Collection entries:
○ ○ ○ ○
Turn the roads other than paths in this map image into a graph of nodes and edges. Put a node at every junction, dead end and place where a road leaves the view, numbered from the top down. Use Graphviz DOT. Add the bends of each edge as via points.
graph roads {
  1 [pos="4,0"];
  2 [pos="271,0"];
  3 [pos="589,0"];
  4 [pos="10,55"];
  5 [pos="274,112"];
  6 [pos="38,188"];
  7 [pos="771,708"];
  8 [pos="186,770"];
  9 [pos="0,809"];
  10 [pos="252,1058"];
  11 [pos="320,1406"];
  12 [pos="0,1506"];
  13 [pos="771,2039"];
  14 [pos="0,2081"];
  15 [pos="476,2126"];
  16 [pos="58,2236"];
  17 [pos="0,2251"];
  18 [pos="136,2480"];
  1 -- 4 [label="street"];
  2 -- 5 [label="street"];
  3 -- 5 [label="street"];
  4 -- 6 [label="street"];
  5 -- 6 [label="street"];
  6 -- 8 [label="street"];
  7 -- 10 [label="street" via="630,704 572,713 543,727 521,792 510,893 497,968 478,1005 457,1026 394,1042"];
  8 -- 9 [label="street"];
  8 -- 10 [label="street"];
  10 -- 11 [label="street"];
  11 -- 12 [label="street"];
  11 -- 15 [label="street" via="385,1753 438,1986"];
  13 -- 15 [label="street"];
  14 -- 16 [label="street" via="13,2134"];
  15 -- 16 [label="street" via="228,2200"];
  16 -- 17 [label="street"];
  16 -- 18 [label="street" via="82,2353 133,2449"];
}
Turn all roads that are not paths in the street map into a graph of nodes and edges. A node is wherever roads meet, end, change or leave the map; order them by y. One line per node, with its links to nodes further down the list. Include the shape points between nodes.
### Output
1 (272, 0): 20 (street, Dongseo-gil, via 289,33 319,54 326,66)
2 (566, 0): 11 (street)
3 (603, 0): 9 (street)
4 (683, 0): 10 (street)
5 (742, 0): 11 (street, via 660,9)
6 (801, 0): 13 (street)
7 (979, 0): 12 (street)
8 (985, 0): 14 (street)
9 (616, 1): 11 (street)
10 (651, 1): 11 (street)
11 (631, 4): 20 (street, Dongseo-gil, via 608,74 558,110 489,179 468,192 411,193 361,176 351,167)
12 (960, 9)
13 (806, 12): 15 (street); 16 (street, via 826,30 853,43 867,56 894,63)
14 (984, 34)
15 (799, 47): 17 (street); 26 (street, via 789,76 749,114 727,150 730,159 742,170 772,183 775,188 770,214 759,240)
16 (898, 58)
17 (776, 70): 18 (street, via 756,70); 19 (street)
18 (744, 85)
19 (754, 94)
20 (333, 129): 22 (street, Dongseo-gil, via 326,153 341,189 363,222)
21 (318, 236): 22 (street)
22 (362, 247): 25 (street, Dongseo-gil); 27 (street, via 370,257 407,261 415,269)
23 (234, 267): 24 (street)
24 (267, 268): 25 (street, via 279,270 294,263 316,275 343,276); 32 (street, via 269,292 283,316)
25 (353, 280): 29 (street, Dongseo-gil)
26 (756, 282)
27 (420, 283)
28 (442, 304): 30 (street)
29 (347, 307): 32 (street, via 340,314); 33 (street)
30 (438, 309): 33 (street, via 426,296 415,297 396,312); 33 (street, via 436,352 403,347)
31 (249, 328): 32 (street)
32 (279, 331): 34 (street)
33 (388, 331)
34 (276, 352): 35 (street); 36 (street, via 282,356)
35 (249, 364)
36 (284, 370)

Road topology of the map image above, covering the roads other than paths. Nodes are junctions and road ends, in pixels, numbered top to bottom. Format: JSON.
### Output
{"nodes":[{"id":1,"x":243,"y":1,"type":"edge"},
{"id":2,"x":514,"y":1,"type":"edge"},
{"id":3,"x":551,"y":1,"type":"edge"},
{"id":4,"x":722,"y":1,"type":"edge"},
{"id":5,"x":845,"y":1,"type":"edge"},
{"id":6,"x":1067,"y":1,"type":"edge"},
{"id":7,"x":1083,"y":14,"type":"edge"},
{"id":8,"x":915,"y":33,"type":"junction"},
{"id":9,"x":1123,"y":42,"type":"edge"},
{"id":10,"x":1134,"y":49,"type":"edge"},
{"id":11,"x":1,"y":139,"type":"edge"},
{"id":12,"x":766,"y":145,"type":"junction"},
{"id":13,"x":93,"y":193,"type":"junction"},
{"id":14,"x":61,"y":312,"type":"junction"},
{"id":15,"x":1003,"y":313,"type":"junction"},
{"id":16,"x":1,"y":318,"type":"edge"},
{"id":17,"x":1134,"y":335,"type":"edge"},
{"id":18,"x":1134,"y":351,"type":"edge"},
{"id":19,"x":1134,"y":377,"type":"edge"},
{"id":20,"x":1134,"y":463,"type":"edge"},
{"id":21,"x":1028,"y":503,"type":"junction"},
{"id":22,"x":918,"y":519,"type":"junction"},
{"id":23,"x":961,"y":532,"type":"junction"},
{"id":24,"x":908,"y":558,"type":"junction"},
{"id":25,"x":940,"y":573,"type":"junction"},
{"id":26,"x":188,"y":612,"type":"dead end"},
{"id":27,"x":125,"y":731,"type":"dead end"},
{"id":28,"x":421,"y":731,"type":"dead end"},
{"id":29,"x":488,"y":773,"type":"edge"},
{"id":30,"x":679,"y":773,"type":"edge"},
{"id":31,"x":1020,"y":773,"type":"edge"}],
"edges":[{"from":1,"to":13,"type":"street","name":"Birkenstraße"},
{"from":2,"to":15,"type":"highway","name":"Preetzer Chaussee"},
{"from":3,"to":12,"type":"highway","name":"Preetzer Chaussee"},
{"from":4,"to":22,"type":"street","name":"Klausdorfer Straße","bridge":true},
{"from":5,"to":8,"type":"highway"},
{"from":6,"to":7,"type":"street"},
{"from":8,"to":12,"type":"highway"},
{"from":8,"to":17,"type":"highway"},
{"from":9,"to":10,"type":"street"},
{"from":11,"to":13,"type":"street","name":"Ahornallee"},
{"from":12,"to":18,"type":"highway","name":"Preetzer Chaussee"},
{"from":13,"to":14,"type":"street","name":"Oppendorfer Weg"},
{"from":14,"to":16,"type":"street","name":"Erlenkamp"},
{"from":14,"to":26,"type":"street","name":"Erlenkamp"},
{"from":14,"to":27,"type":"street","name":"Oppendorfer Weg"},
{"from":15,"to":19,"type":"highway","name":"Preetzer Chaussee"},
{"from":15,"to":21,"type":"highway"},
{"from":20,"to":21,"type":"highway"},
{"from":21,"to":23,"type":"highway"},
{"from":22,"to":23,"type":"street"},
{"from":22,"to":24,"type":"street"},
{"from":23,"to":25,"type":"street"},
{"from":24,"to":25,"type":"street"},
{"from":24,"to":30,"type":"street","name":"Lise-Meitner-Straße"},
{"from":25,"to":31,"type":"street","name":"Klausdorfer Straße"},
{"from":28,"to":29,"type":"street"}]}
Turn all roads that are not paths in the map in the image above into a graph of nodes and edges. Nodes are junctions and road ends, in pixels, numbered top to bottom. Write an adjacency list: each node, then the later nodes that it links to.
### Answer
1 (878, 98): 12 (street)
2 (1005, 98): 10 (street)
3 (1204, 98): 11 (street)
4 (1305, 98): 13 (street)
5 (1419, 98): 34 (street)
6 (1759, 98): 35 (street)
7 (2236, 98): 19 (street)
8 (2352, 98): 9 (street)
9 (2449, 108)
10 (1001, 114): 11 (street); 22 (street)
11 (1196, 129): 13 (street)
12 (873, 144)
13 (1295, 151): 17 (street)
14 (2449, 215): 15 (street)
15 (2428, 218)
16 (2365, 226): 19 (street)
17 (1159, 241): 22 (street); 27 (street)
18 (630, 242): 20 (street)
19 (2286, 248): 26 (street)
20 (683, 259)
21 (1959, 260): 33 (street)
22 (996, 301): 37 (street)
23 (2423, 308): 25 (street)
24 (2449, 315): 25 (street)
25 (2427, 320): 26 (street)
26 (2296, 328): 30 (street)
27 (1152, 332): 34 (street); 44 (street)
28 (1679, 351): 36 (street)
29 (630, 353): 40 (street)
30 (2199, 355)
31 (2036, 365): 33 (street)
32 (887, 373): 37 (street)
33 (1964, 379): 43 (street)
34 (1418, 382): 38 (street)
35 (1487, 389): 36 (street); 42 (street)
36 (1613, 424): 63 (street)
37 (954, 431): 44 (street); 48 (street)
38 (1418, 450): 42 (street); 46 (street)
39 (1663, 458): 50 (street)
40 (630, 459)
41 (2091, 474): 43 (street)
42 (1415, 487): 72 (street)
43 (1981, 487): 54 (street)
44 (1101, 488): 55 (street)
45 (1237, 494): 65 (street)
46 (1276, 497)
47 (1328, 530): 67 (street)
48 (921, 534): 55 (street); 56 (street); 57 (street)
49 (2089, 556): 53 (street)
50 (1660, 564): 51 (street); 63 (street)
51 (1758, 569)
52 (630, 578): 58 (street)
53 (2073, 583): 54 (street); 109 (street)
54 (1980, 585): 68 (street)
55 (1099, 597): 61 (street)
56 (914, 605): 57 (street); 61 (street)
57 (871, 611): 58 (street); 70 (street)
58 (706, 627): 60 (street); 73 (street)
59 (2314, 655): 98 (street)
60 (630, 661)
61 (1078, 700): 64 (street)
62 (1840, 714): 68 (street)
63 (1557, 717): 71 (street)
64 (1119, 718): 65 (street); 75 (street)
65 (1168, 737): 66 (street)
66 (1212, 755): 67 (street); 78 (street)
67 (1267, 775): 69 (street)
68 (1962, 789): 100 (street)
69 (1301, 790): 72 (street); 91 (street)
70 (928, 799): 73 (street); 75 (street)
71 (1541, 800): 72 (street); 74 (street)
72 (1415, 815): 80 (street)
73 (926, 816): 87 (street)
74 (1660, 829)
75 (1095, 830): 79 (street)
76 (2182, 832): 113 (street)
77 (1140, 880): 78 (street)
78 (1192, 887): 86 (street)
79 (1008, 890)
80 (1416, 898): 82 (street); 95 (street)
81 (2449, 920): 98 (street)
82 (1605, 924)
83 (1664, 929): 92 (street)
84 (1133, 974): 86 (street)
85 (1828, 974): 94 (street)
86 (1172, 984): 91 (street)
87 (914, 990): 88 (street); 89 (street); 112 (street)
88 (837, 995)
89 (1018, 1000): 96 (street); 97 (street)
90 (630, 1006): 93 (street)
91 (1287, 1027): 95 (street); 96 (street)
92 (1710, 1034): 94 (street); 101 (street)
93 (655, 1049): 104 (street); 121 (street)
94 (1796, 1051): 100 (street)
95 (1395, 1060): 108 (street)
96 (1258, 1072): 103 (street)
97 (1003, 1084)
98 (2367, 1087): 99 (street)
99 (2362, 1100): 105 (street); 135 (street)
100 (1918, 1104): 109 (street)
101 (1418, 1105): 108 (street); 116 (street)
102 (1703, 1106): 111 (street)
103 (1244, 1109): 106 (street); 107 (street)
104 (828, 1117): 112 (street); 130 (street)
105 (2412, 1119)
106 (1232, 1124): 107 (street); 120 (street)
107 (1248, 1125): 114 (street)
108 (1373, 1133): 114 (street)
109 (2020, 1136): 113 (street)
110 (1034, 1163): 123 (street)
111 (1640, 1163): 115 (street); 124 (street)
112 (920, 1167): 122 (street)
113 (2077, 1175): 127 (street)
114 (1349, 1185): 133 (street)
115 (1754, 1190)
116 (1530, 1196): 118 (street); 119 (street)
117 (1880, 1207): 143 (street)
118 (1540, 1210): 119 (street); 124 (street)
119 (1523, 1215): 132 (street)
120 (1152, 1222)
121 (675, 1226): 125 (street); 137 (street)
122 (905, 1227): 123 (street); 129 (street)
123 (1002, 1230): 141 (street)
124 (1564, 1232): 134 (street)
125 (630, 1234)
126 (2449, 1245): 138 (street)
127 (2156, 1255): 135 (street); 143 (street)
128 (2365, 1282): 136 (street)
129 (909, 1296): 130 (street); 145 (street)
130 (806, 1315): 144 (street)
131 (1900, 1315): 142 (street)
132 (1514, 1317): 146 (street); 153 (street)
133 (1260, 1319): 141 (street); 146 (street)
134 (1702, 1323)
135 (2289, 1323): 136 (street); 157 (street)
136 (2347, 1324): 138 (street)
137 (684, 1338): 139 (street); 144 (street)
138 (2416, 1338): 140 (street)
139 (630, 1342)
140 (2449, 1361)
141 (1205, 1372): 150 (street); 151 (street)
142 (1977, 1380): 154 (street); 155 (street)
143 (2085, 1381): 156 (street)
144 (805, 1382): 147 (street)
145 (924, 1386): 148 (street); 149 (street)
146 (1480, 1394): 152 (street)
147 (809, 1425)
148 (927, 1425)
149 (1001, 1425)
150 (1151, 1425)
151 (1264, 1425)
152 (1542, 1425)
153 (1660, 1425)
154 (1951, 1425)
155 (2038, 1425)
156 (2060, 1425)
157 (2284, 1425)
○ ○ ○ ○
▶ _YOUR OBJECTIVE_
Some lines in the records above contain "image". Count them and give the number only.

▶ _ANSWER_
3